> **ACTIVITY**
This exercise asks for every line of the material that includes the word "hand".

> **PROVIDED INFORMATION**

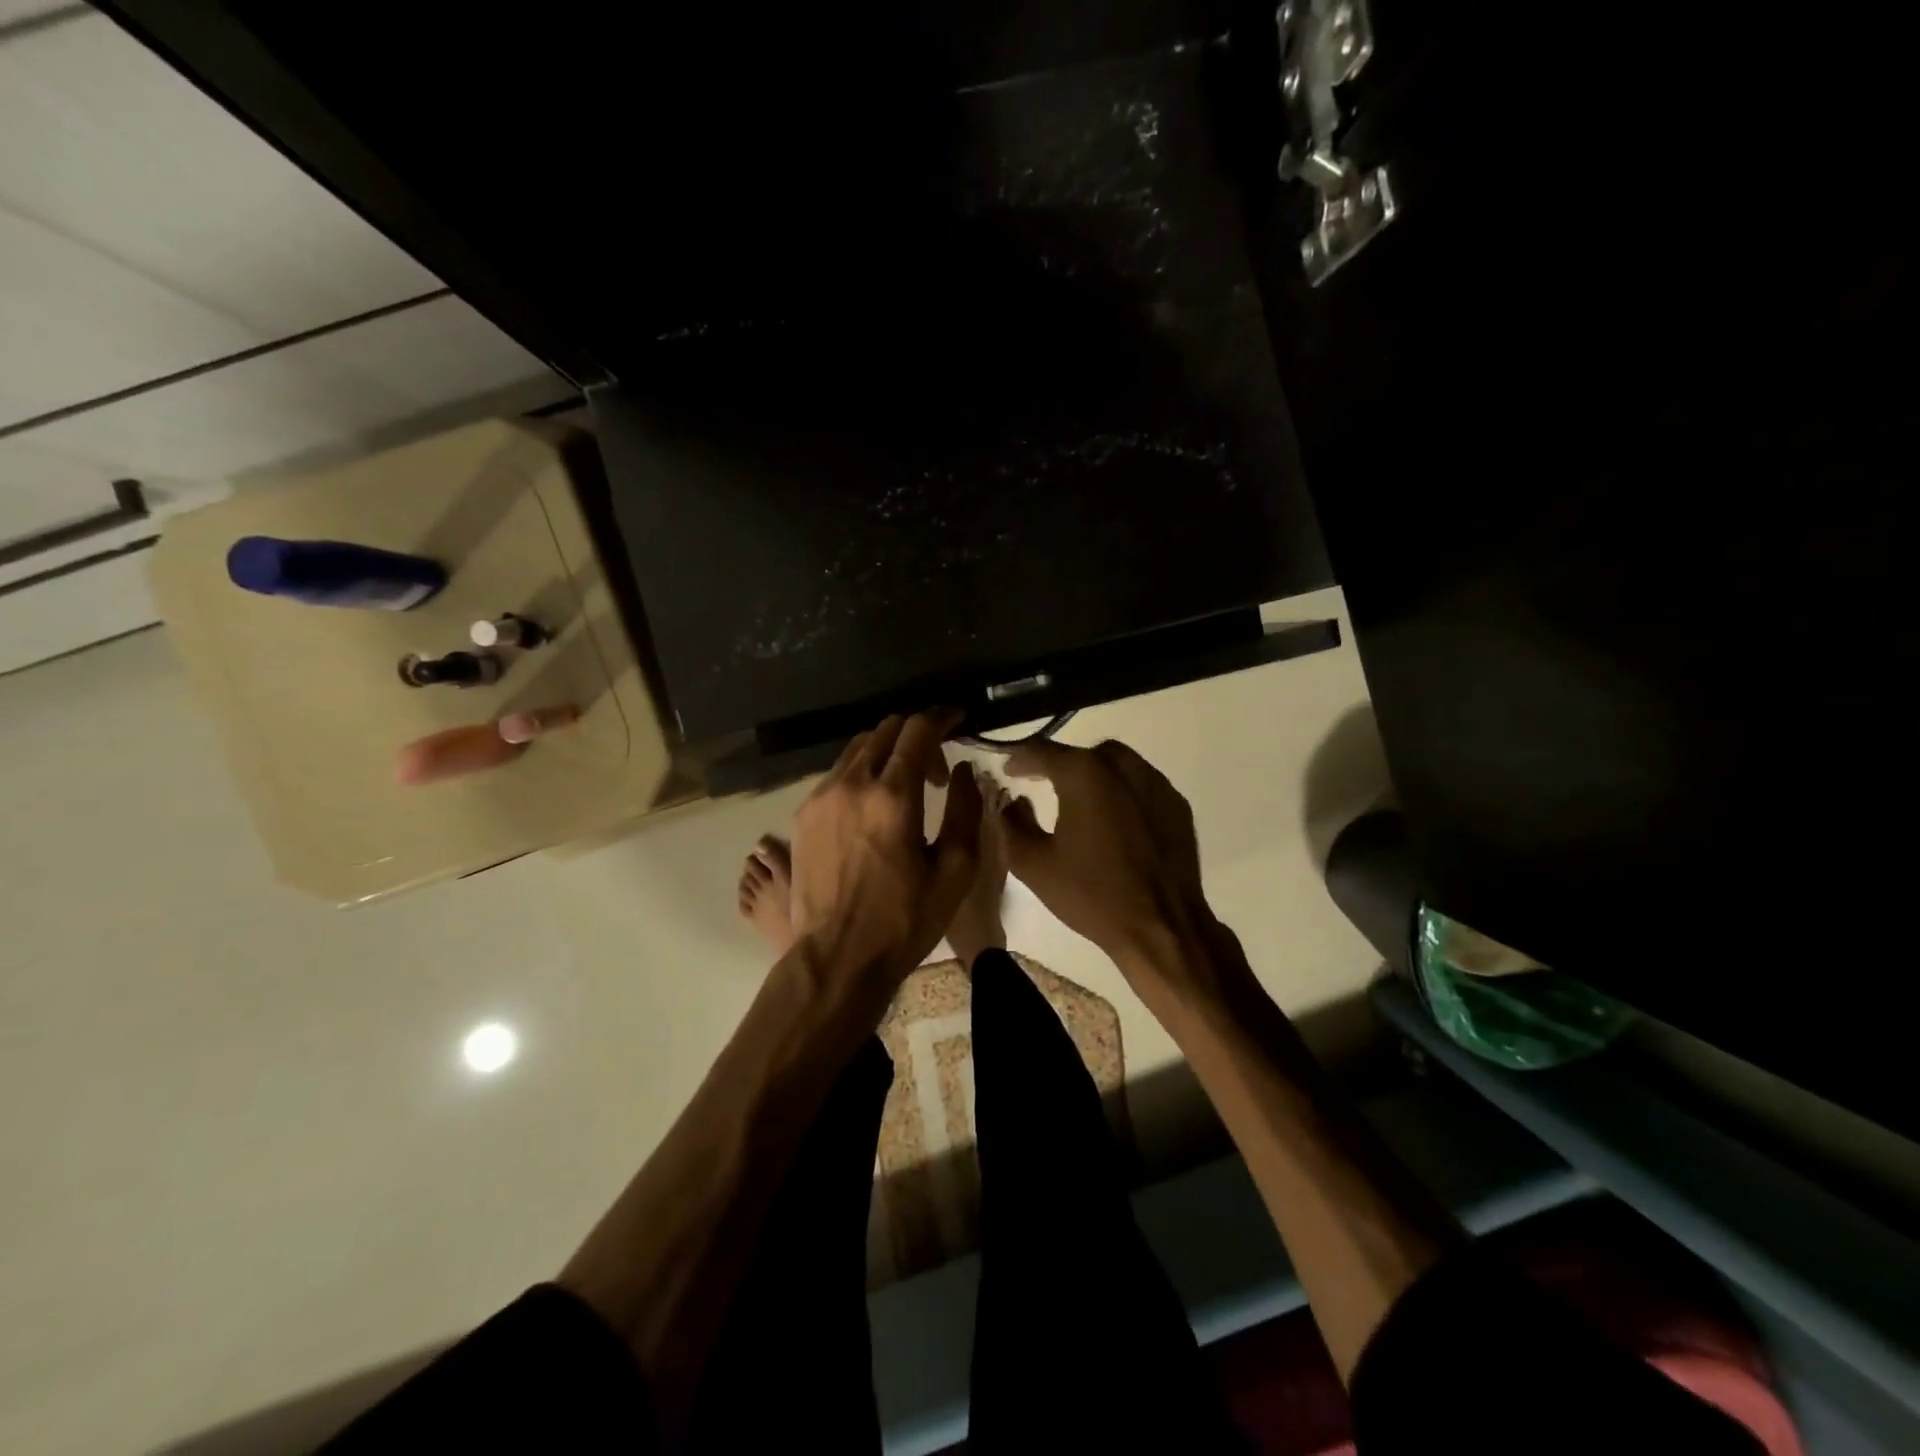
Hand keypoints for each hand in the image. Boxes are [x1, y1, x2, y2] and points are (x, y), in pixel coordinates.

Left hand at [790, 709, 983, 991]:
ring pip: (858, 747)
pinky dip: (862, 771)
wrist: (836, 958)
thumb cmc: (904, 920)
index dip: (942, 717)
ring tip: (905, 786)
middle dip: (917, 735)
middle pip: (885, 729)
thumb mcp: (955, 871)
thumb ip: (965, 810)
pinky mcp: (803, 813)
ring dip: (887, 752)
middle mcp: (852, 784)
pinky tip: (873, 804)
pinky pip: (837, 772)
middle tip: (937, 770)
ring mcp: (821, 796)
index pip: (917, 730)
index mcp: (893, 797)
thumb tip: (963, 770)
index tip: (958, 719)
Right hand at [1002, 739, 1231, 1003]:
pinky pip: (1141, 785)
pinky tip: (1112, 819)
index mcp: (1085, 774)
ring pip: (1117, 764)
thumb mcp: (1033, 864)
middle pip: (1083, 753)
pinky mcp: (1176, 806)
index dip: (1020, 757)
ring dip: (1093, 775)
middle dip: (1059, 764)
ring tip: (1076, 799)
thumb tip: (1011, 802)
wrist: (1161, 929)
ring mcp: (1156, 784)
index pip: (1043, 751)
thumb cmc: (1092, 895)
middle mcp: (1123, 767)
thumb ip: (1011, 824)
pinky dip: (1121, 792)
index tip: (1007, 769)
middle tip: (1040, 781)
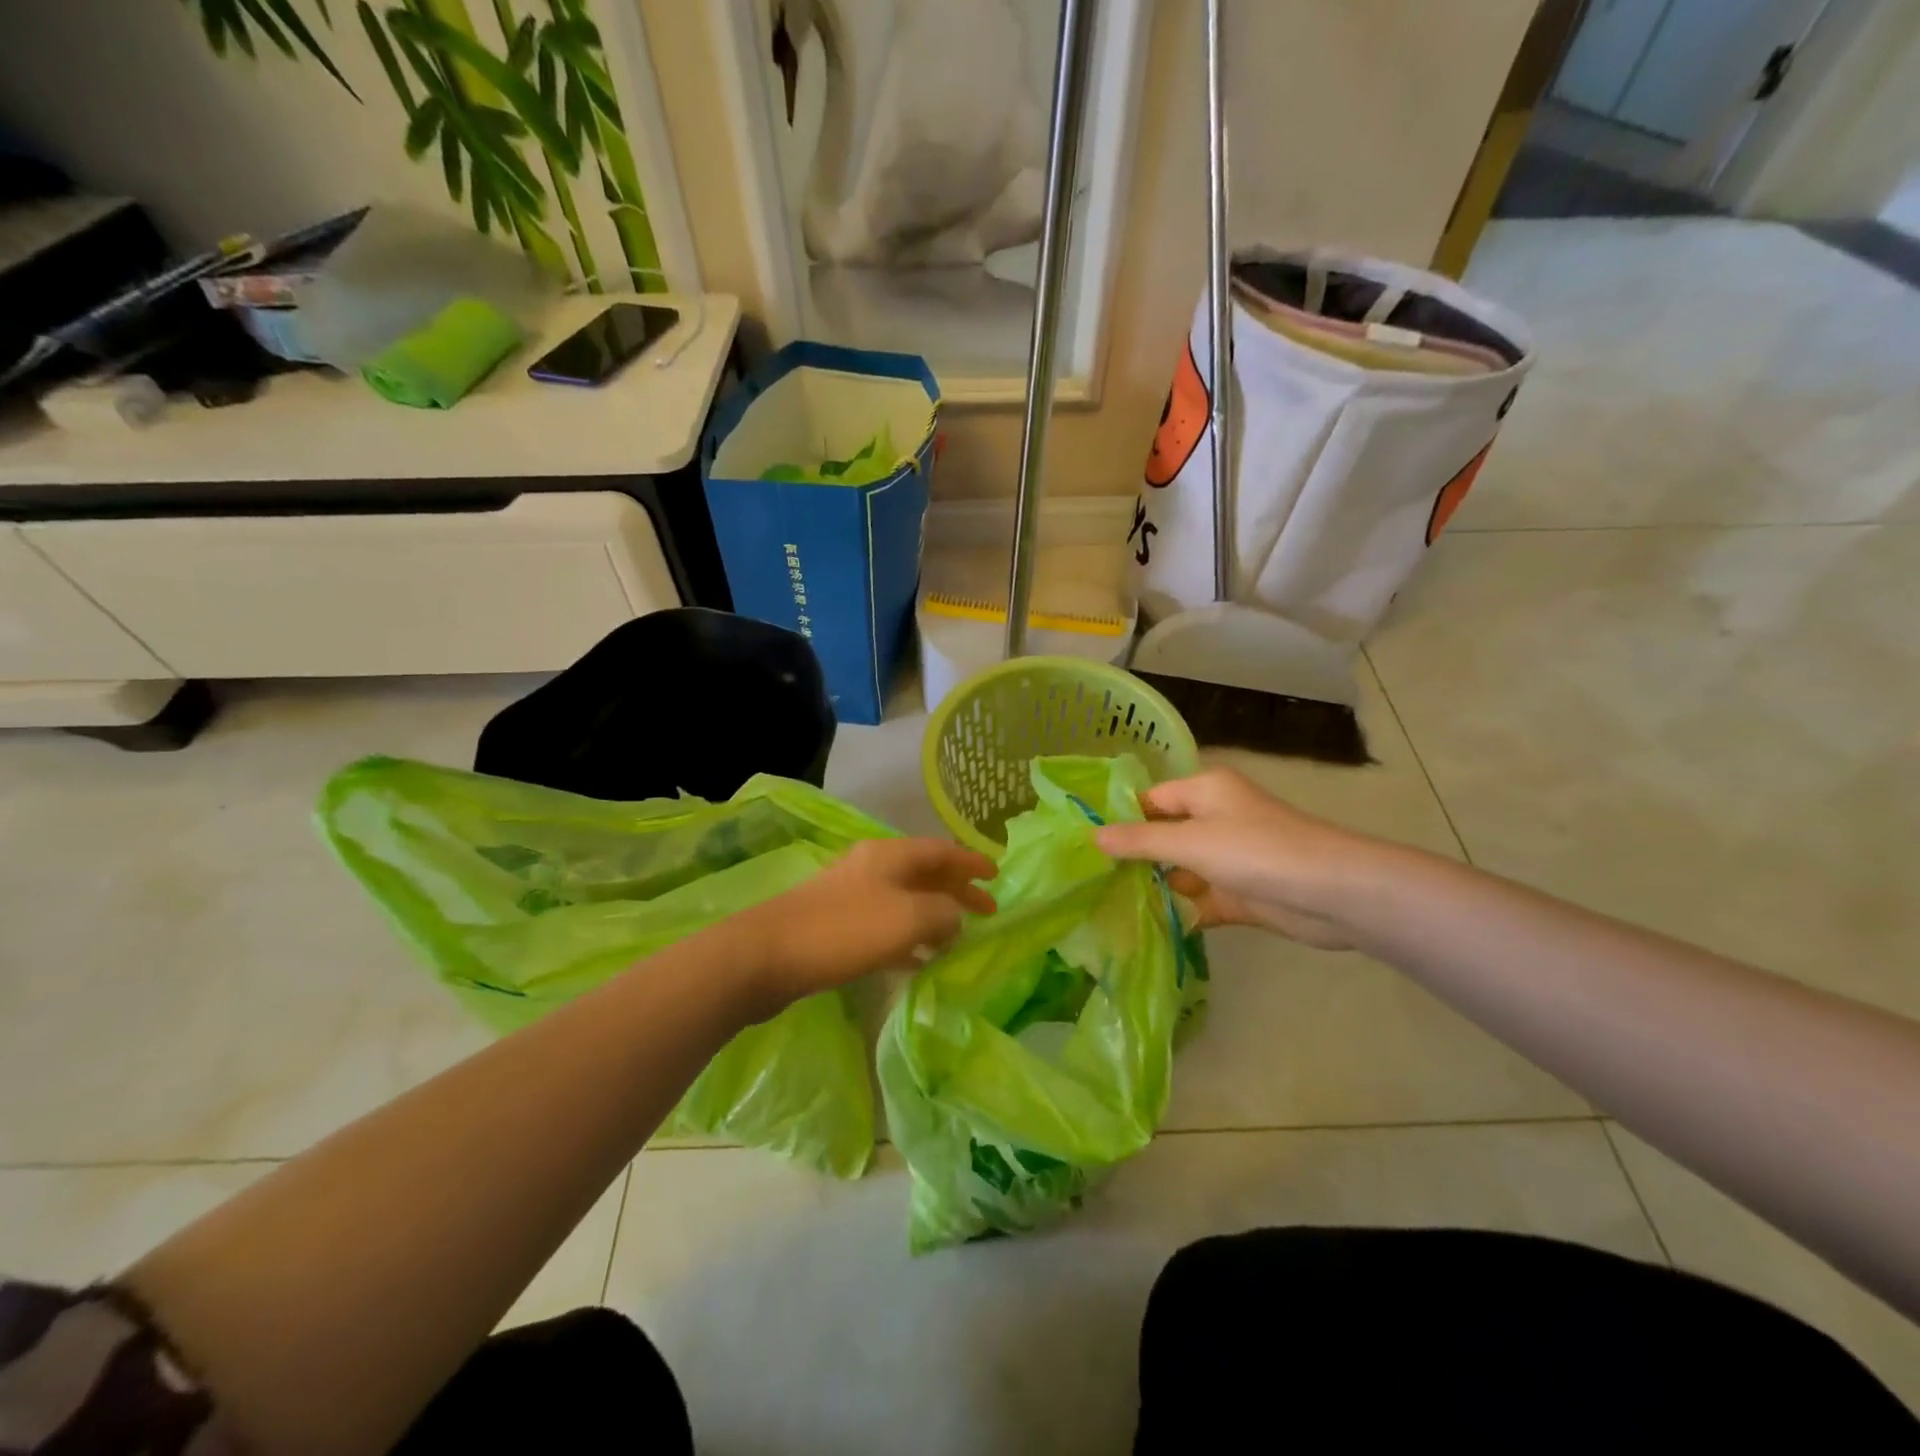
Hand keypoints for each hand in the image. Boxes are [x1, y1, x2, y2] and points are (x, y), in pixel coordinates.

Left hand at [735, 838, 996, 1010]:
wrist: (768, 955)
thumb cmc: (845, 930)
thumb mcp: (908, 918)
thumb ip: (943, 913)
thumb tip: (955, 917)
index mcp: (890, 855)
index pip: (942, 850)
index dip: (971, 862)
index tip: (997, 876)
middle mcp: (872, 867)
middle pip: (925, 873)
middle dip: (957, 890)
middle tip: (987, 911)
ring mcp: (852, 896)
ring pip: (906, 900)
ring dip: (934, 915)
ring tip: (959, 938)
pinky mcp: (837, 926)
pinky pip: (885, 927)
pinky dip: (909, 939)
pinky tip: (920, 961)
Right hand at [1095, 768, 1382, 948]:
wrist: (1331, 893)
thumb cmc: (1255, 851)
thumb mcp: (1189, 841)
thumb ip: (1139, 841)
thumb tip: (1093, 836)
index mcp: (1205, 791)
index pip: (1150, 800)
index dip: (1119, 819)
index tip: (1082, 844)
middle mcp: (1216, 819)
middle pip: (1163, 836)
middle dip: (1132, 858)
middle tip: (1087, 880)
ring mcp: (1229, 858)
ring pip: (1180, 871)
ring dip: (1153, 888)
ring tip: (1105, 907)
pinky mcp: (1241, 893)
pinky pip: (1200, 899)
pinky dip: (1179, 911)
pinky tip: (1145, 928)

> **TASK SOLUTION**
Hand keypoints for each hand in the image. Boxes are [x1, y1, x2, y2] and points are (x, y), in pixel coordinates.
Left hand at [790, 709, 983, 991]:
Right hand at [1002, 739, 1231, 1003]:
Hand keypoints for each hand in the image. Boxes are [x1, y1, x2, y2] and points are (x, y), in pixel coordinates.
Left hand at [735, 838, 996, 1010]:
Right hand at [1095, 768, 1382, 948]:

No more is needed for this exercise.